American Legion Baseball dates back to 1925.

Indiana joined in 1926 and has crowned a state champion 91 times, including Rockport Post 254 in 2017 (competing now in the Great Lakes Regional in Napoleon, Ohio).

Only one Indiana team has ever reigned at the American Legion World Series.

That’s South Bend Post 50 in 1977. “Machuca’s Marauders” went 18-0 during the tournament run, which included the state tournament and a win against Lafayette Post 11 in the championship game in Richmond and concluded at the American Legion World Series in Manchester, N.H.

Post 50 topped Boyertown, Pa., Santa Monica, and Hattiesburg, Miss. (twice) to finish as the best 16-18 baseball team in America.

More than 3,800 teams entered the double-elimination event at the local level in ’77 and the lone team standing at the end was from South Bend, Ind.

“We thought that was going to open the flood gates (to other national champions from Indiana Legion baseball),” said Mel Machuca, Post 50 manager in ’77, at a 40-year reunion of the title-takers.

It just hasn’t turned out that way.

Machuca has often been asked over the years how he won a national championship.

“If I knew that I would do it again,” said Machuca in response.

But that team 40 years ago certainly caught lightning in a bottle.

On the way to that special achievement, Post 50 beat the defending national champions (Santa Monica, Calif.) and the previous national runners-up (Arlington Heights, Ill.). Between the two, those loaded squads had 13 players that went on to be selected in the Major League Baseball First-Year Player Draft.

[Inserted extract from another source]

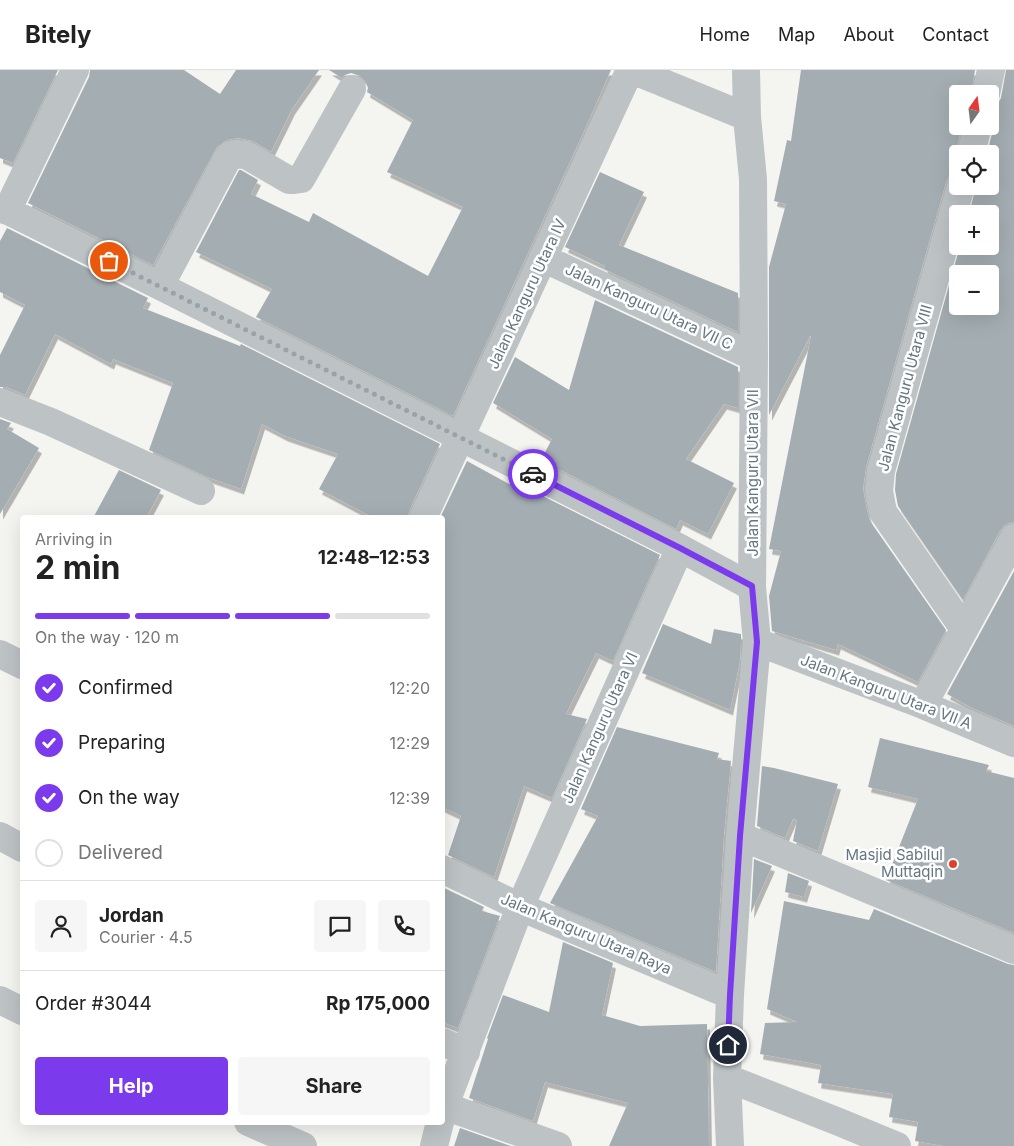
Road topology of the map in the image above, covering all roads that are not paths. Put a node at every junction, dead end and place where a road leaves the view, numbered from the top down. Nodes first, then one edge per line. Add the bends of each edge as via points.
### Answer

The lone MLB draftee for Post 50?

It was Dan Szajko. The outfielder, second baseman and third baseman was picked by the Montreal Expos in the 27th round out of Notre Dame in 1982 and played in the minors through 1985.

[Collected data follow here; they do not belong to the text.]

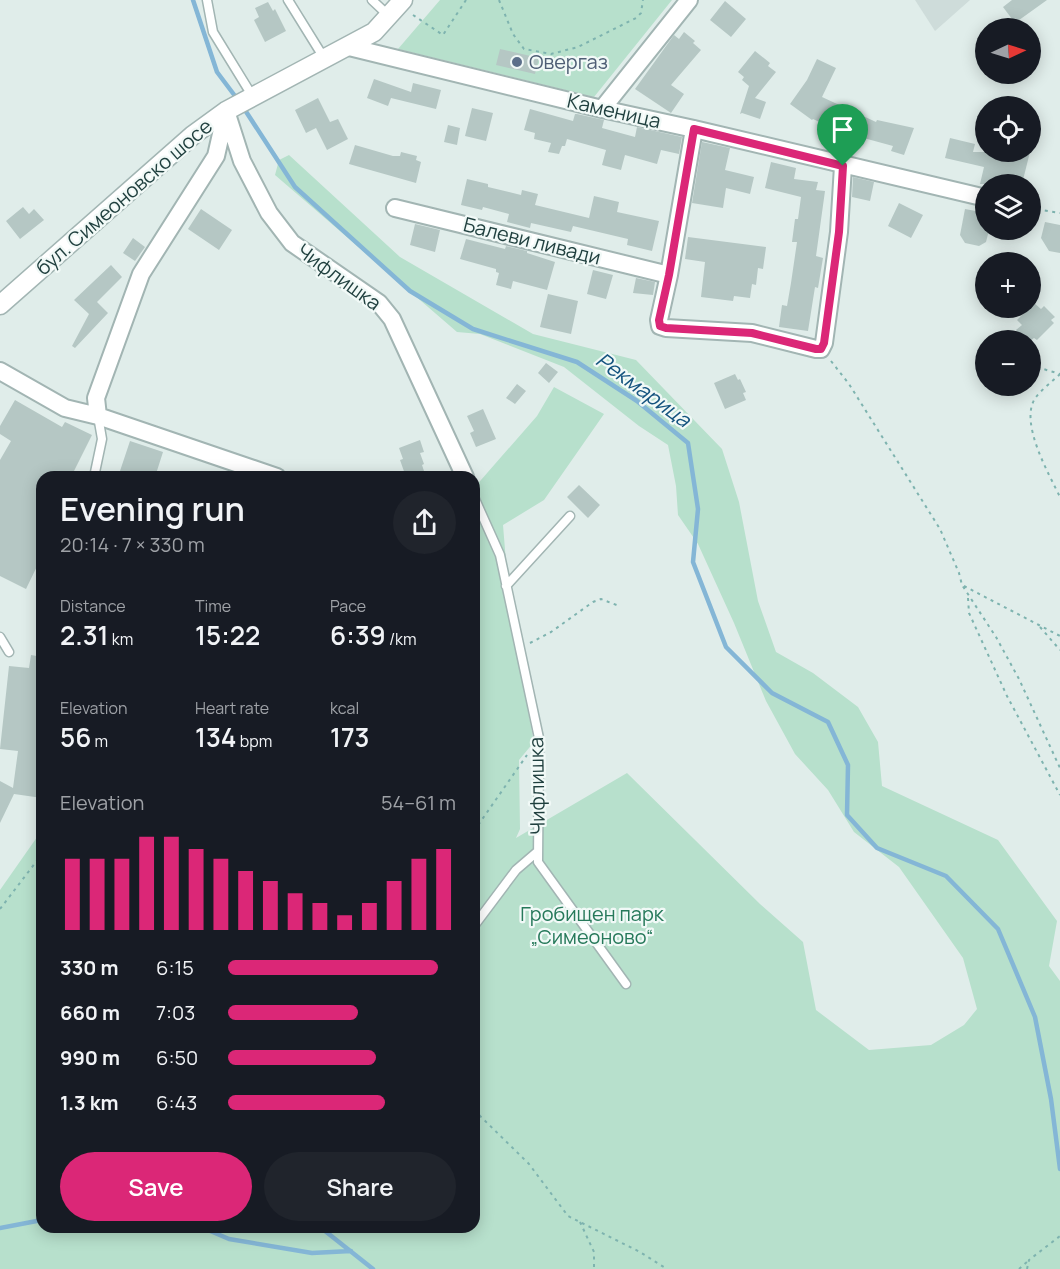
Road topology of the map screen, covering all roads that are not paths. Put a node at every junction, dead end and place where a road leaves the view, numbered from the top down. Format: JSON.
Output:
{"nodes":[{"id":1,"x":207,"y":0,"type":"edge"},
{"id":2,"x":288,"y":0,"type":"edge"},
{"id":3,"x":372,"y":0,"type":"edge"},
{"id":4,"x":689,"y":0,"type":"edge"},
{"id":5,"x":397,"y":8,"type":"edge"},
{"id":6,"x":349,"y":47,"type":"junction"},
{"id":7,"x":325,"y":60,"type":"junction"},
{"id":8,"x":251,"y":98,"type":"junction"},
{"id":9,"x":602,"y":109,"type":"junction"},
{"id":10,"x":229,"y":110,"type":"junction"},
{"id":11,"x":694,"y":129,"type":"junction"},
{"id":12,"x":843,"y":166,"type":"junction"},
{"id":13,"x":975,"y":196,"type":"edge"},
{"id":14,"x":395,"y":208,"type":"dead end"},
{"id":15,"x":669,"y":275,"type":"junction"},
{"id":16,"x":0,"y":305,"type":"edge"},
{"id":17,"x":0,"y":371,"type":"edge"},
{"id":18,"x":98,"y":416,"type":"junction"},
{"id":19,"x":95,"y":471,"type":"edge"},
{"id":20,"x":259,"y":471,"type":"edge"},
{"id":21,"x":462,"y":471,"type":"edge"},
{"id":22,"x":480,"y":510,"type":"edge"},
{"id":23,"x":570,"y":516,"type":"dead end"},
{"id":24,"x":506,"y":586,"type":"junction"},
{"id":25,"x":0,"y":637,"type":"edge"},
{"id":26,"x":9,"y":652,"type":"dead end"},
{"id":27,"x":537,"y":852,"type":"junction"},
{"id":28,"x":480,"y":918,"type":"edge"},
{"id":29,"x":626,"y":984,"type":"dead end"}],
"edges":[{"from":1,"to":8,"type":"lane"},
{"from":2,"to":7,"type":"lane"},
{"from":3,"to":5,"type":"lane"},
{"from":4,"to":9,"type":"street"},
{"from":5,"to":6,"type":"street","name":"бул. Симеоновско шосе"},
{"from":6,"to":7,"type":"street","name":"бул. Симеоновско шосе"},
{"from":6,"to":9,"type":"street","name":"Каменица"},
{"from":7,"to":8,"type":"street","name":"бул. Симеоновско шосе"},
{"from":8,"to":10,"type":"street","name":"бул. Симеоновско шосе"},
{"from":9,"to":11,"type":"street","name":"Каменица"},
{"from":10,"to":16,"type":"street","name":"бул. Симеоновско шосе"},
{"from":10,"to":18,"type":"street"},
{"from":10,"to":21,"type":"street","name":"Чифлишка"},
{"from":11,"to":12,"type":"street","name":"Каменица"},
{"from":11,"to":15,"type":"street"},
{"from":12,"to":13,"type":"street","name":"Каменица"},
{"from":12,"to":15,"type":"street"},
{"from":14,"to":15,"type":"street","name":"Балеви ливади"},
{"from":17,"to":18,"type":"street"},
{"from":18,"to":19,"type":"lane"},
{"from":18,"to":20,"type":"street"},
{"from":22,"to":24,"type":"lane","name":"Чифлишка"},
{"from":23,"to":24,"type":"lane"},
{"from":24,"to":27,"type":"lane","name":"Чифлишка"},
{"from":25,"to":26,"type":"lane"},
{"from":27,"to":28,"type":"lane"},
{"from":27,"to":29,"type":"lane","name":"Чифлишка"}]}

Slugging third baseman Jeff Coker did have a brief minor league career after his Post 50 days.

Szajko was the youngest player on a ’77 Post 50 squad dominated by older guys. In those years, American Legion Baseball was 18-and-under (later changed to 19U).

“He was 16 and a gift from (South Bend John Adams High School coach) Len Buczkowski,” recalled Machuca. “Dan Szajko was the player to be named later.”

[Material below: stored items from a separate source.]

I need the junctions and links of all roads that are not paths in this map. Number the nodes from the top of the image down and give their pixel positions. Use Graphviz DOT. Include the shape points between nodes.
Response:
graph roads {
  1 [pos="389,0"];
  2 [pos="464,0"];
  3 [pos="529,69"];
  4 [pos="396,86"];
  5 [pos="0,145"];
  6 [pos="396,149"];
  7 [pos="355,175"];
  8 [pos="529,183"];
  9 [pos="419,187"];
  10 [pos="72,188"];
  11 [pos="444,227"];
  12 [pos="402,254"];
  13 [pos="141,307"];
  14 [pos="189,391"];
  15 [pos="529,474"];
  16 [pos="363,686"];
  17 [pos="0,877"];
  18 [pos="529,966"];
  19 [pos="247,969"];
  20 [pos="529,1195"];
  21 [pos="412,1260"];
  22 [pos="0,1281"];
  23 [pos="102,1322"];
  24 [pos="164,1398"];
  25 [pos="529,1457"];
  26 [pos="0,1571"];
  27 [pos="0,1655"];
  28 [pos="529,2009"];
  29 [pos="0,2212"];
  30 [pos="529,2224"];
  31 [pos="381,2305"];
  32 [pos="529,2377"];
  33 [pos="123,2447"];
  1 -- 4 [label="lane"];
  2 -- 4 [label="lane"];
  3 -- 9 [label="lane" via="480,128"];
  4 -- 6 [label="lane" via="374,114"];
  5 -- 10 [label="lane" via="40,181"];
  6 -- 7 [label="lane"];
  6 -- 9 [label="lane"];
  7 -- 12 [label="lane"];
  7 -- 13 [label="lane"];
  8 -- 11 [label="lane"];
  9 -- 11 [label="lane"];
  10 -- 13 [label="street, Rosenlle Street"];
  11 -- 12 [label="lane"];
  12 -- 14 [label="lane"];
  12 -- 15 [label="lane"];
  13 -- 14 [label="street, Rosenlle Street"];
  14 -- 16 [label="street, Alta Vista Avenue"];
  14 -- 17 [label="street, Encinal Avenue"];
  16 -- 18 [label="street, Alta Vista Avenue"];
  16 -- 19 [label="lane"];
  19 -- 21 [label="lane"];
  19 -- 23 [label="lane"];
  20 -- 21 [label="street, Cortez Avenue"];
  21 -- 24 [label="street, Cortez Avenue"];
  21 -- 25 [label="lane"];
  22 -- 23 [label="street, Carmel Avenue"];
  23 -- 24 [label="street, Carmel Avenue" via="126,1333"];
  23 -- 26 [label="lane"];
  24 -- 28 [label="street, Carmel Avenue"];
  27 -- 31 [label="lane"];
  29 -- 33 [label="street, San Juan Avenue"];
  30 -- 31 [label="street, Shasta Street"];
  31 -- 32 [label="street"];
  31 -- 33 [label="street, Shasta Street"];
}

Two players hit .429 during the Legion tournament run — center fielder Szajko and shortstop Bill Schell.

Greg Heyde (15-1) won eight tournament games, Dave Hankins (15-1) seven, Dennis Janiszewski two and Dave Yates one to pace the pitching staff. Heyde were also left fielders.

First baseman Jim Andert, pitcher/center fielder Mike Clarke, pitcher/right fielder Jeff Kowatch, catcher Scott Madey, catcher Dom Romeo, catcher John Ross, pitcher Jeff Rudasics, pitcher/second baseman Will Shepherd, first baseman Mark Toles and second baseman Gary Vargyas were also a part of the champs. Bob Kouts was past commander of Post 50 and longtime Indiana baseball chairman.

Bill Barcome was assistant coach at American Legion Coach of the Year in ’77 (Machuca was Manager of the Year). Dan Toles was a bench coach during the tournament run. Todd Machuca served as batboy. Veteran reporter Forrest “Woody” Miller wrote about the team’s exploits in the South Bend Tribune.

Janiszewski died in 1996, Kouts in 2002 and Miller in 2009.

Machuca, who would coach Post 50 into the ’80s and went on to guide youth teams in Carmel, Cleveland and Pittsburgh, built what turned out to be  a national championship team with a simple formula. He introduced it at the first ’77 tryout session.

“Baseball is a defensive game,” said Machuca. “Hitting wins games. Pitching wins pennants. Defense wins championships.”

Machuca and Barcome made sure players knew what they were doing on defense.

Post 50 was also well-armed for the task at-hand.

“I was blessed,” said Machuca. “I had eight pitchers (using four of them in tournament play).”

The squad that Machuca assembled became very close, which is in evidence all these years later as players gather to swap stories on the golf course, at dinner and at a South Bend Cubs game.

“What we had here in South Bend, the attitude was amazing,” said Machuca. “They were family.

“They took us for the ride. I didn’t play. Bill didn’t play. Everything was built on trust.”

Machuca interjected confidence from Day 1.

“‘You guys are the best I’ve ever seen. You’re going to win the state championship. Go home and be prepared to work for that,’” said Machuca of his words that day. “It seems that what we’ve lost is kids today aren’t willing to work together for a common goal.

“They want an advantage. They want to be guaranteed this and guaranteed that.”

In American Legion Baseball, the team you register is the team you take into the tournament. There are no add-ons or ringers.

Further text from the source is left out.